Upon returning back home to my apartment in the new year, I had a sudden realisation that I had been callous in my dismissal of the crime/mystery genre. For what is life if not a neverending series of mysteries?
Why is that woman crying?
Why have they put up police tape in front of the apartment block opposite my house?
What was that scream in the night?
What are they shouting about next door?
Who is that man in the window that I watch getting ready in the mornings?
We go about our days surrounded by mysteries, by series’ of unknowings. We just don’t think about them. Why would we? We’re just going about our day, consumed in ourselves, in our phones, in our jobs, in our lives. We know nothing of the people around us, where they live, what they do when the skies turn dark, what they eat, how many lovers they’ve had, what terrible things they might have done. This is why the detective story, the murder mystery, is such a deliciously enticing medium for art, because where previously we knew nothing, through art, we can delightfully presume.

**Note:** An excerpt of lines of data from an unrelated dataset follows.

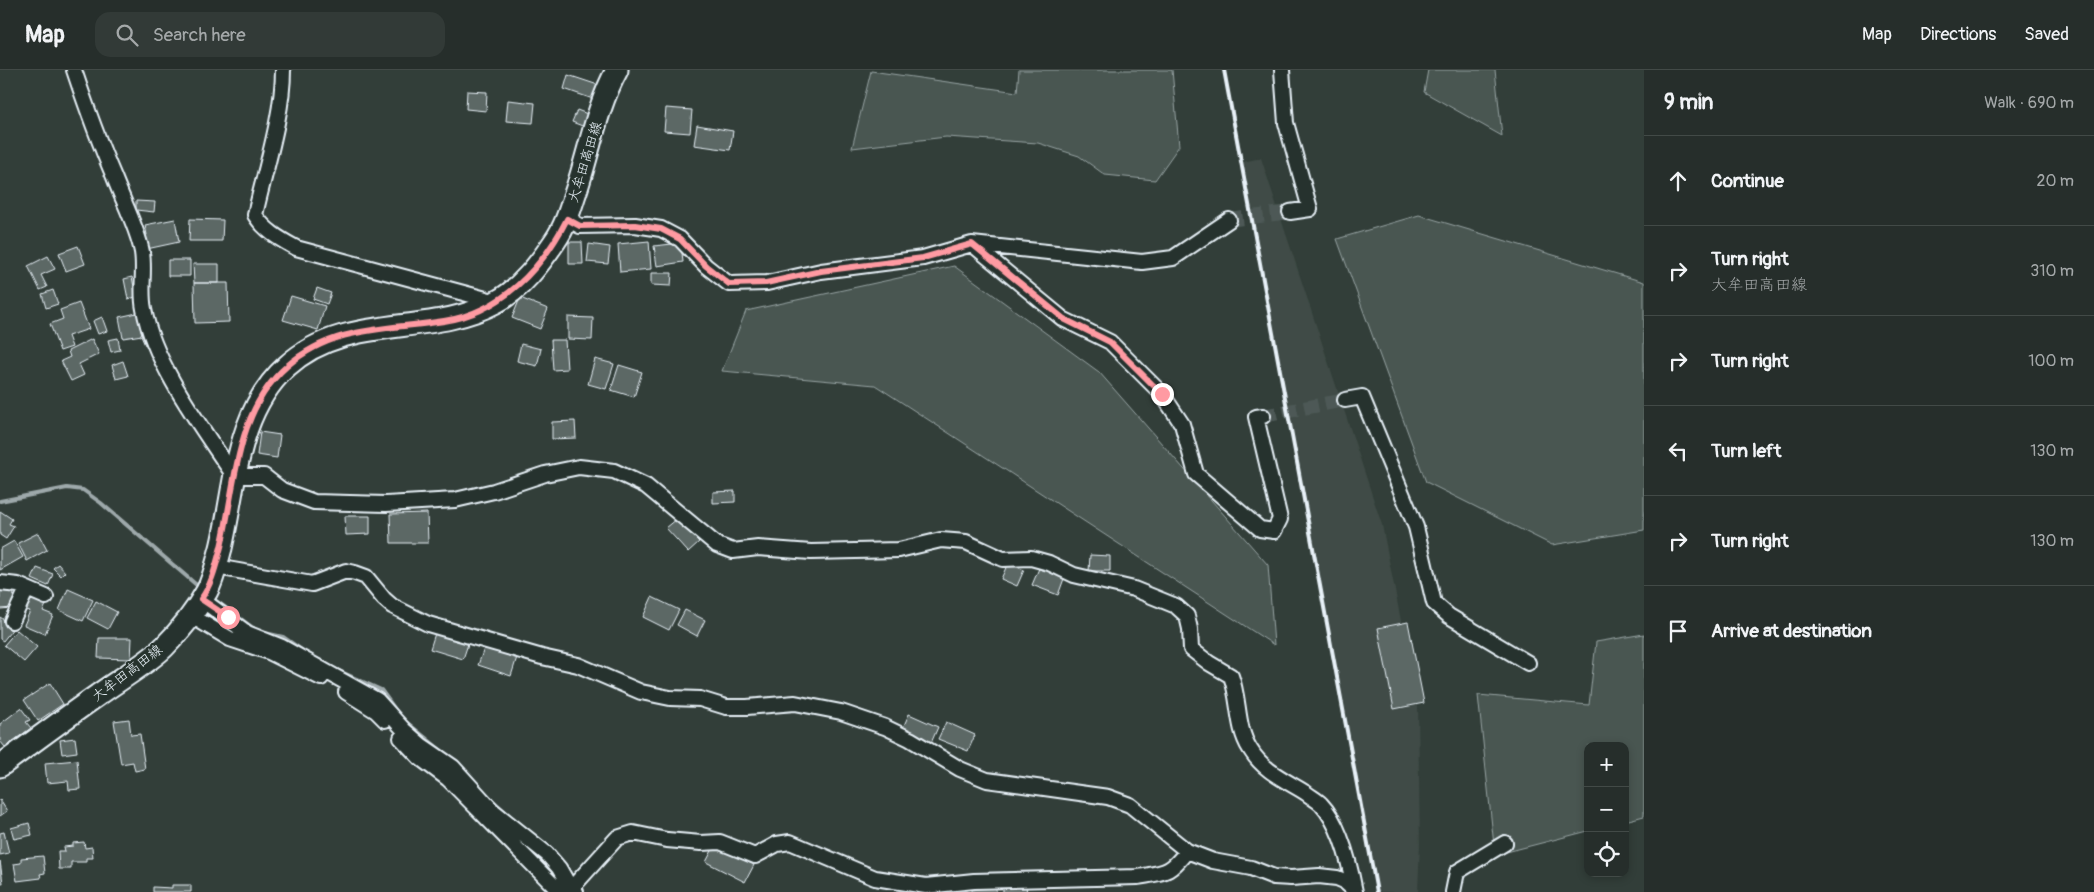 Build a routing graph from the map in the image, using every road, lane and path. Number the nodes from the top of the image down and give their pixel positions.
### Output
1 (74, 70) edge
2 (283, 70) edge
3 (617, 70) edge
4 (1282, 70) edge
5 (1290, 212) tunnel mouth
6 (567, 219) junction
7 (1229, 220) tunnel mouth
8 (972, 244) junction
9 (498, 302) junction
10 (1345, 400) tunnel mouth
11 (1263, 416) dead end
12 (234, 476) junction
13 (216, 567) junction
14 (0, 584) edge
15 (27, 589) junction
16 (46, 596) dead end
17 (196, 607) junction
18 (12, 621) dead end
19 (1528, 663) dead end
20 (0, 766) edge
21 (1505, 843) dead end
22 (1187, 851) junction
23 (569, 891) edge
24 (1355, 892) edge
25 (1453, 892) edge

1 - 12 street
2 - 9 street
3 - 6 main road, 大牟田高田線
4 - 5 street
6 - 8 street
6 - 9 main road, 大牟田高田線
7 - 8 street
8 - 11 street
9 - 12 main road, 大牟田高田線
10 - 19 street
12 - 13 main road, 大牟田高田線
12 - 24 street
13 - 17 main road, 大牟田高田線
13 - 22 street
14 - 15 street
15 - 16 street
15 - 18 street
17 - 20 main road, 大牟田高田線
17 - 23 street
17 - 23 street
21 - 25 street
22 - 23 street
22 - 24 street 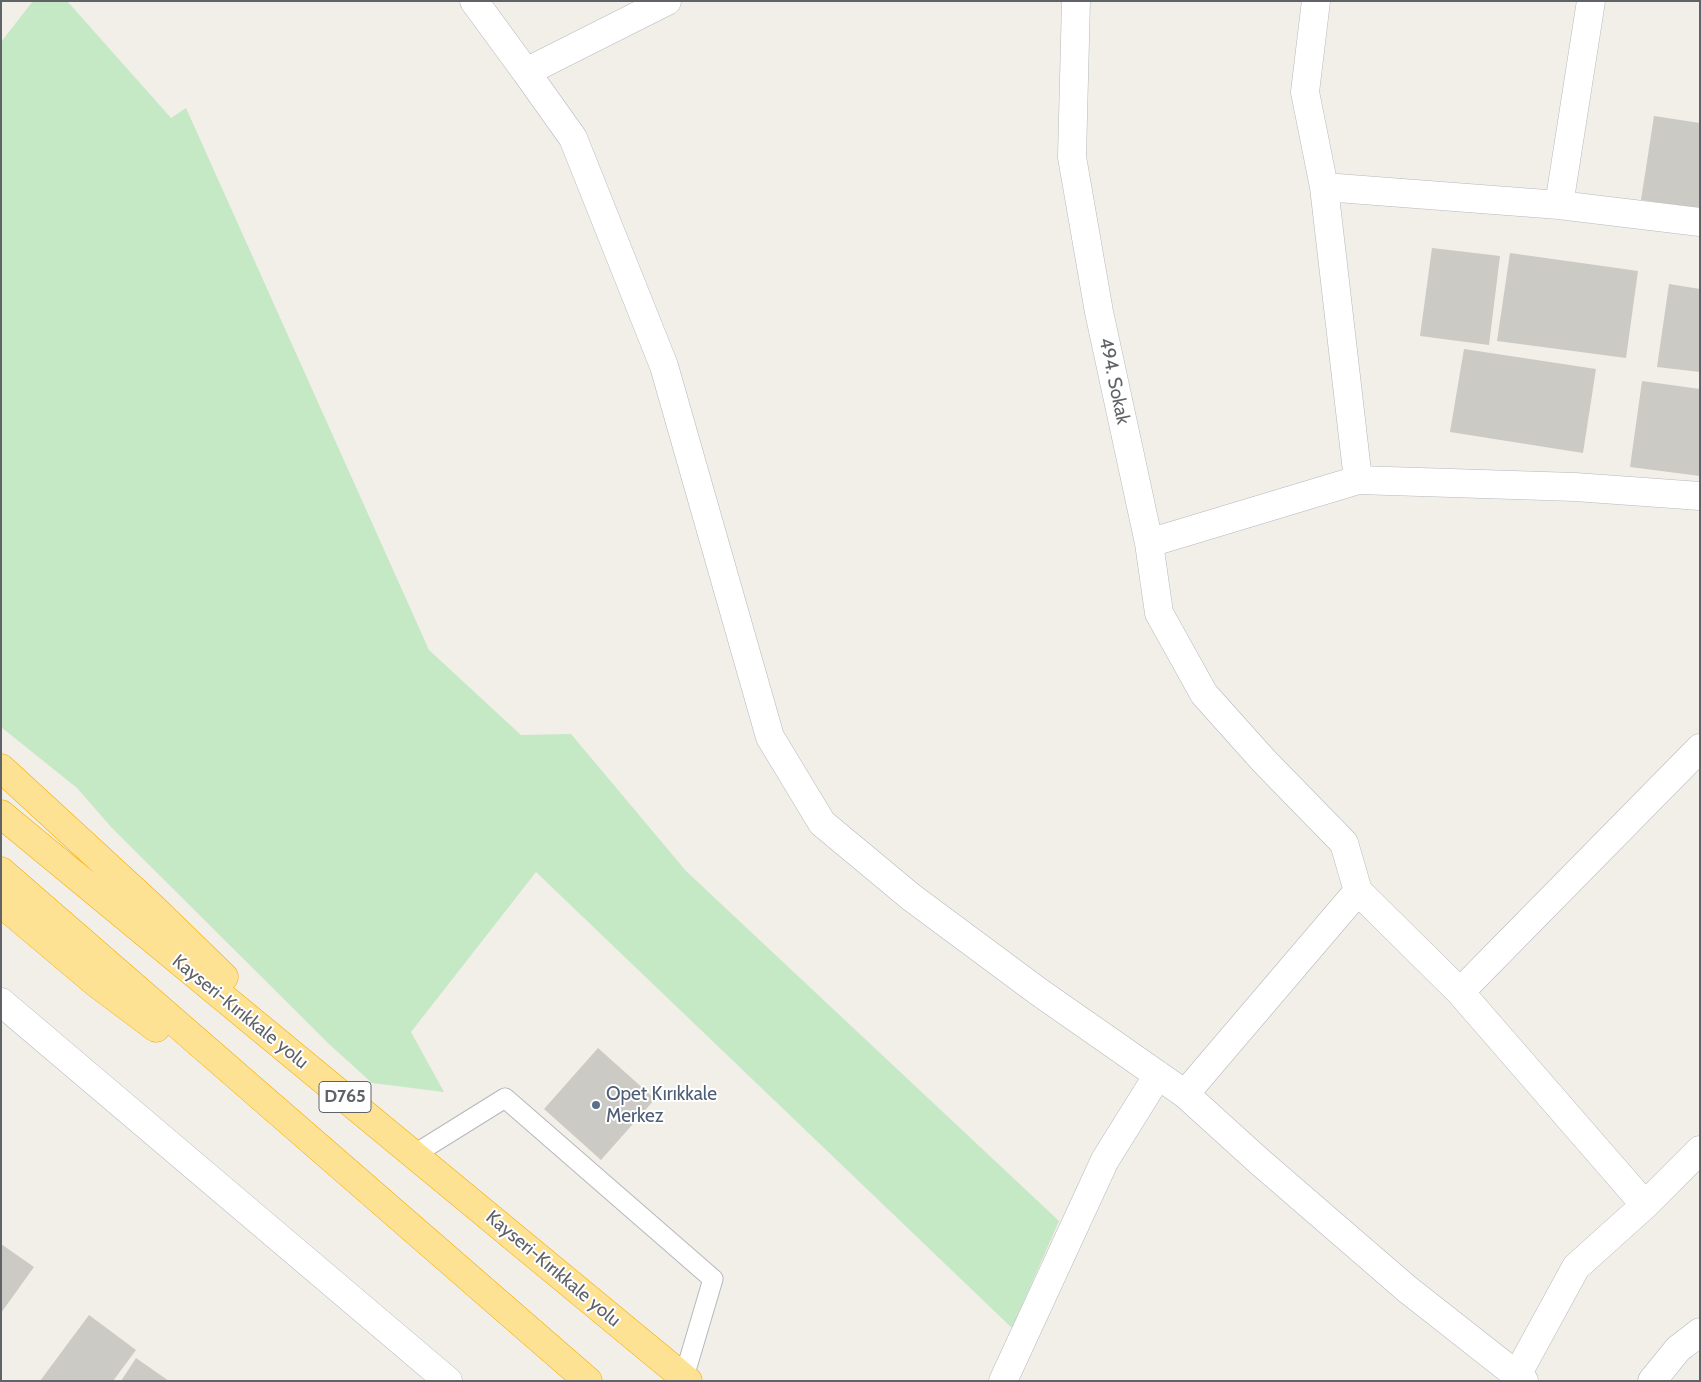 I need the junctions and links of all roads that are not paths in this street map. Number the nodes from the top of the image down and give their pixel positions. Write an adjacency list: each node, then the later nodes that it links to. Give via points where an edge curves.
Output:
1 (474, 1): 6 (street)
2 (667, 1): 6 (street)
3 (1076, 1): 12 (street, 494. Sokak, via 1072,157 1099,312)
4 (1316, 1): 7 (street, via 1305,92)
5 (1591, 1): 8 (street)
6 (526, 72): 21 (street, via 573,138 653,338 664,366 770,737 822,823 911,897)
7 (1324, 186): 8 (street); 10 (street)
8 (1559, 205): 9 (street)
9 (1700, 222)
10 (1358, 480): 11 (street, via 1575,487); 12 (street)
11 (1700, 496)
12 (1149, 543): 17 (street, 494. Sokak, via 1159,613 1204,694 1344,843)
13 (1700, 748): 19 (street)
14 (1, 768): 23 (highway, via 151,906)
15 (1, 814): 23 (highway, Kayseri-Kırıkkale yolu / D765)
16 (1, 871): 24 (highway, D765)
17 (1358, 891): 19 (street); 22 (street)
18 (1, 903): 24 (highway, via 96,983)
19 (1460, 992): 27 (street)
20 (2, 1003): 31 (street)
21 (1158, 1075): 22 (street); 33 (street, via 1105,1160)
22 (1185, 1094): 29 (street, via 1406,1289)
23 (353, 1104): 26 (highway, Kayseri-Kırıkkale yolu / D765)
24 (315, 1146): 32 (highway, D765)
25 (1700, 1150): 27 (street)
26 (415, 1154): 30 (highway, Kayseri-Kırıkkale yolu / D765); 30 (lane, via 505,1098 714,1279)
27 (1645, 1205): 29 (street, via 1576,1267)
28 (1700, 1332): 34 (street, via 1678,1350)
29 (1520, 1378)
30 (686, 1379)
31 (448, 1381)
32 (588, 1381)
33 (1003, 1381)
34 (1652, 1381)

The 90s were the heyday of the thriller/murder mystery/crime genres (I’ll say ‘thrillers’ from hereon out. It’s getting a little out of control with all these hyphens and dashes). Thrillers from in and around the 90s have a particular kind of allure infused with the promise of the turn of the century and all its rapid advances in technology. Yet they are equally imbued with a deep nostalgia for their recent past, and oftentimes reveal their grief for the death of the seeming innocence and isolation of the small town, now corrupted by the ‘new’. The allure of the old-school crime thriller is in its simplicity. Paper trails make evidence easier to acquire, but also easier to destroy. Physical public records, like newspapers, make research more accessible and less gatekept by password-only online databases, but also more painstaking; you have to trawl through reams and reams of documents to find what you’re looking for. Tokyo Express, the novel I mentioned earlier, is set in 1957. In Japan in 1957, people got around by train. Passenger flights had only recently been introduced, and passports were not required to travel on intercountry flights. A name sufficed. Much of the novel, similar to Lynch’s ‘Twin Peaks’, is spent with its protagonist(s) sitting and rifling through old paper records to try and find a glimmer of evidence that might help them solve their respective cases.
It’s difficult to pinpoint why such mind-numbing work is so compelling. I suppose it is, in part, because there is nothing separating you from the protagonist in his strife. There are no computers requiring specialist skills to hack into, no passwords required to gain information. There are just landlines wired into the walls, tape recorders kept in breast pockets, and government documents in big wooden chests in the backrooms of libraries. Such movies, or novels, make you think that you too could solve a crime. And isn’t that just so damn EXCITING!
Ah. Now I’m all dewy-eyed and nostalgic. I remember sitting on the floor of my best friend’s bedroom, dialing ‘141’ into the receiver to make the call anonymous. Then the wait. Phones used to make a sort of ‘beep beep beep beep’, dialing out the number you’d typed in before calling it.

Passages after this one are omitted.